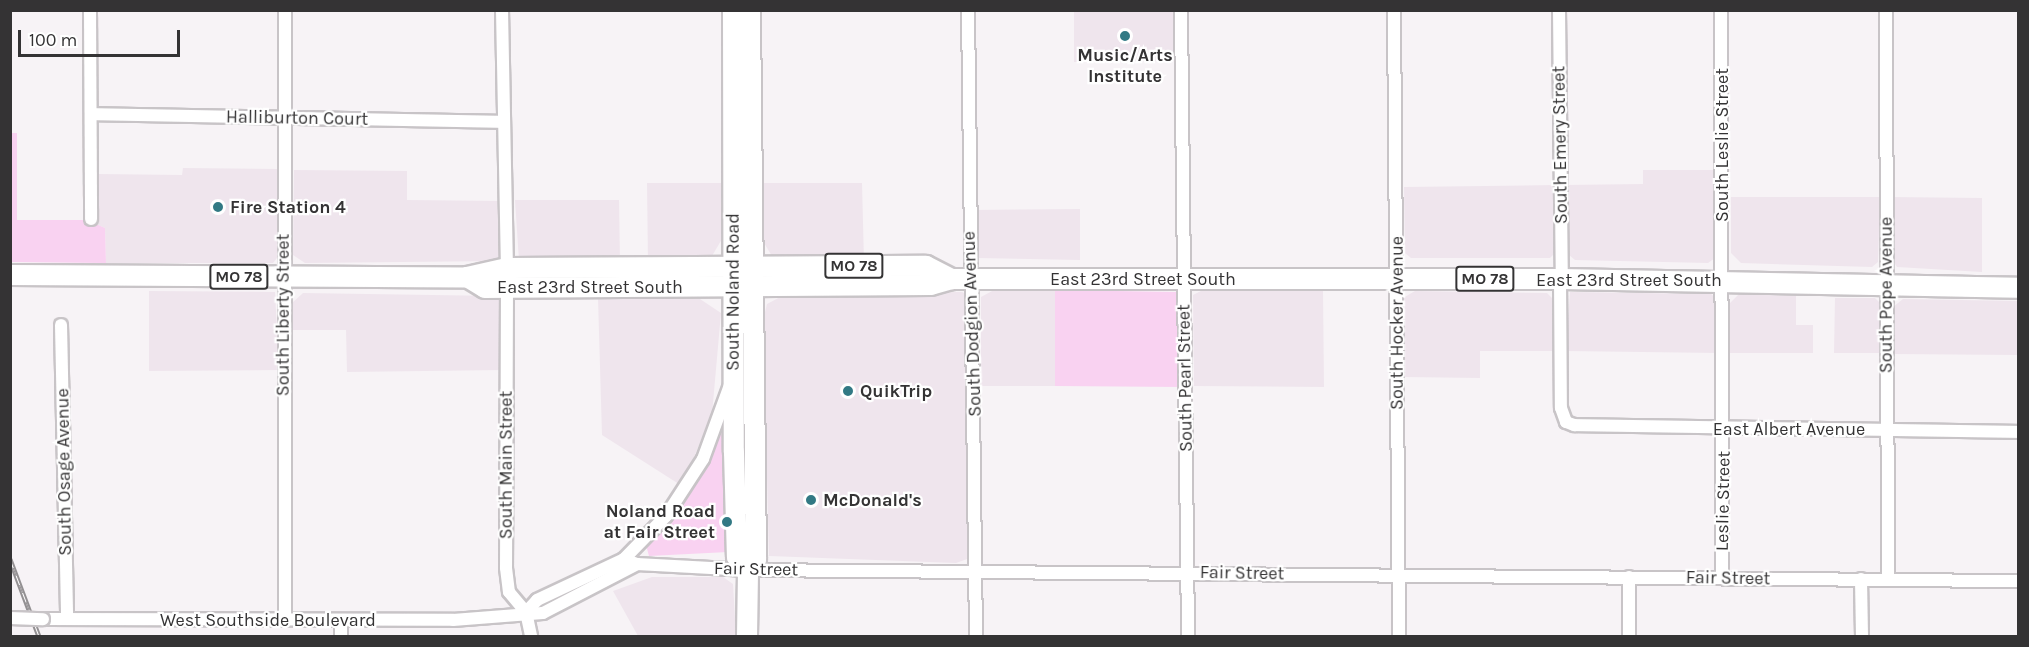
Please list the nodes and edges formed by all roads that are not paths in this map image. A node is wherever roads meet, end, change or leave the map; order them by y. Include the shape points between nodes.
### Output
1 (90, 10) edge
2 (285, 10) edge
3 (502, 10) edge
4 (733, 10) edge
5 (750, 10) edge
6 (968, 10) edge
7 (1181, 10) edge
8 (1394, 10) edge
9 (1559, 10) edge
10 (1721, 10) edge
11 (1886, 10) edge
12 (91, 114) junction
13 (282, 118) junction
14 (504, 122) junction
15 (91, 219) dead end
16 (10, 275) edge
17 (283, 277) junction
18 (732, 277) junction
19 (753, 277) junction
20 (507, 278) junction
21 (973, 279) junction
22 (1184, 279) junction
23 (1396, 279) junction
24 (1561, 279) junction
25 (1723, 280) junction
26 (1886, 285) junction
27 (2019, 288) edge
28 (61, 325) dead end
29 (733, 378) junction
30 (1563, 417) joint
31 (1724, 429) junction
32 (1887, 429) junction
33 (2019, 432) edge
34 (624, 559) junction
35 (637, 564) junction
36 (748, 570) junction
37 (975, 570) junction
38 (1186, 573) junction
39 (1399, 575) junction
40 (1629, 577) junction
41 (1722, 577) junction
42 (1862, 579) junction
43 (1888, 579) junction
44 (2019, 581) edge
45 (526, 612) junction
46 (10, 618) edge
47 (67, 619) junction
48 (285, 620) junction
49 (341, 620) junction
50 (341, 636) edge
51 (531, 636) edge
52 (747, 636) edge
53 (976, 636) edge
54 (1188, 636) edge
55 (1399, 636) edge
56 (1629, 636) edge
57 (1862, 636) edge

1 - 12 street
2 - 13 street, South Liberty Street
3 - 14 street, South Main Street
4 - 18 main road, South Noland Road
5 - 19 main road, South Noland Road
6 - 21 street, South Dodgion Avenue
7 - 22 street, South Pearl Street
8 - 23 street, South Hocker Avenue
9 - 24 street, South Emery Street
10 - 25 street, South Leslie Street
11 - 26 street, South Pope Avenue
12 - 13 street, Halliburton Court
12 - 15 street
13 - 14 street, Halliburton Court
13 - 17 street, South Liberty Street
14 - 20 street, South Main Street
16 - 17 main road, MO 78
17 - 20 main road, East 23rd Street South / MO 78 via 467,277 485,288
17 - 48 street, South Liberty Street
18 - 19 main road, East 23rd Street South / MO 78
18 - 20 main road, East 23rd Street South / MO 78
18 - 29 main road, South Noland Road
19 - 21 main road, East 23rd Street South / MO 78 via 926,266 952,279
19 - 36 main road, South Noland Road via 756,558
20 - 45 street, South Main Street via 506,568 509,592
21 - 22 main road, East 23rd Street South / MO 78
21 - 37 street, South Dodgion Avenue
22 - 23 main road, East 23rd Street South / MO 78
22 - 38 street, South Pearl Street
23 - 24 main road, East 23rd Street South / MO 78
23 - 39 street, South Hocker Avenue
24 - 25 main road, East 23rd Street South / MO 78
24 - 30 street, South Emery Street
25 - 26 main road, East 23rd Street South / MO 78
25 - 31 street, Leslie Street
26 - 27 main road, East 23rd Street South / MO 78
26 - 32 street, South Pope Avenue
28 - 47 street, South Osage Avenue
29 - 34 street via 695,474 666,516
29 - 36 main road, South Noland Road via 737,557
30 - 31 street, East Albert Avenue via 1574,425
31 - 32 street, East Albert Avenue
31 - 41 street, Leslie Street
32 - 33 street, East Albert Avenue
32 - 43 street, South Pope Avenue
34 - 35 street, Fair Street
34 - 45 street via 537,600
35 - 36 street, Fair Street
35 - 45 street, West Southside Boulevard via 579,599 543,614
36 - 37 street, Fair Street
36 - 52 main road, South Noland Road
37 - 38 street, Fair Street
37 - 53 street, South Dodgion Avenue
38 - 39 street, Fair Street
38 - 54 street, South Pearl Street
39 - 40 street, Fair Street
39 - 55 street, South Hocker Avenue
40 - 41 street, Fair Street
40 - 56 street
41 - 42 street, Fair Street
42 - 43 street, Fair Street
42 - 57 street
43 - 44 street
45 - 49 street, West Southside Boulevard via 453,620
45 - 51 street, South Main Street
46 - 47 street, West Southside Boulevard, bridge
47 - 48 street, West Southside Boulevard
48 - 49 street, West Southside Boulevard
49 - 50 street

++++++++++++++++++++

» Action item:
Could you set down every entry again exactly as written, leaving out any pictures?

» Task output:
Please list the nodes and edges formed by all roads that are not paths in this map image. A node is wherever roads meet, end, change or leave the map; order them by y. Include the shape points between nodes.
### Output
1 (90, 10) edge
2 (285, 10) edge
3 (502, 10) edge
4 (733, 10) edge
5 (750, 10) edge
6 (968, 10) edge
7 (1181, 10) edge
8 (1394, 10) edge
9 (1559, 10) edge
10 (1721, 10) edge
11 (1886, 10) edge
12 (91, 114) junction
13 (282, 118) junction
14 (504, 122) junction
15 (91, 219) dead end
16 (10, 275) edge
17 (283, 277) junction
18 (732, 277) junction
19 (753, 277) junction
20 (507, 278) junction
21 (973, 279) junction
22 (1184, 279) junction
23 (1396, 279) junction
24 (1561, 279) junction
25 (1723, 280) junction
26 (1886, 285) junction
27 (2019, 288) edge
28 (61, 325) dead end
29 (733, 378) junction
30 (1563, 417) joint
31 (1724, 429) junction
32 (1887, 429) junction
33 (2019, 432) edge
34 (624, 559) junction
35 (637, 564) junction
36 (748, 570) junction
37 (975, 570) junction
38 (1186, 573) junction
39 (1399, 575) junction
40 (1629, 577) junction
41 (1722, 577) junction
42 (1862, 579) junction
43 (1888, 579) junction
44 (2019, 581) edge
45 (526, 612) junction
46 (10, 618) edge
47 (67, 619) junction
48 (285, 620) junction
49 (341, 620) junction
50 (341, 636) edge
51 (531, 636) edge
52 (747, 636) edge
53 (976, 636) edge
54 (1188, 636) edge
55 (1399, 636) edge
56 (1629, 636) edge
57 (1862, 636) edge

1 - 12 street
2 - 13 street, South Liberty Street
3 - 14 street, South Main Street
4 - 18 main road, South Noland Road
5 - 19 main road, South Noland Road
6 - 21 street, South Dodgion Avenue
7 - 22 street, South Pearl Street
8 - 23 street, South Hocker Avenue
9 - 24 street, South Emery Street
10 - 25 street, South Leslie Street
11 - 26 street, South Pope Avenue
12 - 13 street, Halliburton Court
12 - 15 street
13 - 14 street, Halliburton Court
13 - 17 street, South Liberty Street
14 - 20 street, South Main Street
16 - 17 main road, MO 78
17 - 20 main road, East 23rd Street South / MO 78 via 467,277 485,288
17 - 48 street, South Liberty Street
18 - 19 main road, East 23rd Street South / MO 78
18 - 20 main road, East 23rd Street South / MO 78
18 - 29 main road, South Noland Road
19 - 21 main road, East 23rd Street South / MO 78 via 926,266 952,279
19 - 36 main road, South Noland Road via 756,558
20 - 45 street, South Main Street via 506,568 509,592
21 - 22 main road, East 23rd Street South / MO 78
21 - 37 street, South Dodgion Avenue
22 - 23 main road, East 23rd Street South / MO 78
22 - 38 street, South Pearl Street
23 - 24 main road, East 23rd Street South / MO 78
23 - 39 street, South Hocker Avenue
24 - 25 main road, East 23rd Street South / MO 78
24 - 30 street, South Emery Street
25 - 26 main road, East 23rd Street South / MO 78
25 - 31 street, Leslie Street
26 - 27 main road, East 23rd Street South / MO 78
26 - 32 street, South Pope Avenue
28 - 47 street, South Osage Avenue
29 - 34 street via 695,474 666,516
29 - 36 main road, South Noland Road via 737,557
30 - 31 street, East Albert Avenue via 1574,425
31 - 32 street, East Albert Avenue
31 - 41 street, Leslie Street
32 - 33 street, East Albert Avenue
32 - 43 street, South Pope Avenue
34 - 35 street, Fair Street
34 - 45 street via 537,600
35 - 36 street, Fair Street
35 - 45 street, West Southside Boulevard via 579,599 543,614
36 - 37 street, Fair Street
36 - 52 main road, South Noland Road
37 - 38 street, Fair Street
37 - 53 street, South Dodgion Avenue
38 - 39 street, Fair Street
38 - 54 street, South Pearl Street
39 - 40 street, Fair Street
39 - 55 street, South Hocker Avenue
40 - 41 street, Fair Street
40 - 56 street
41 - 42 street, Fair Street
42 - 43 street, Fair Street
42 - 57 street
43 - 44 street
45 - 49 street, West Southside Boulevard via 453,620
45 - 51 street, South Main Street
46 - 47 street, West Southside Boulevard, bridge
47 - 48 street, West Southside Boulevard
48 - 49 street, West Southside Boulevard
49 - 50 street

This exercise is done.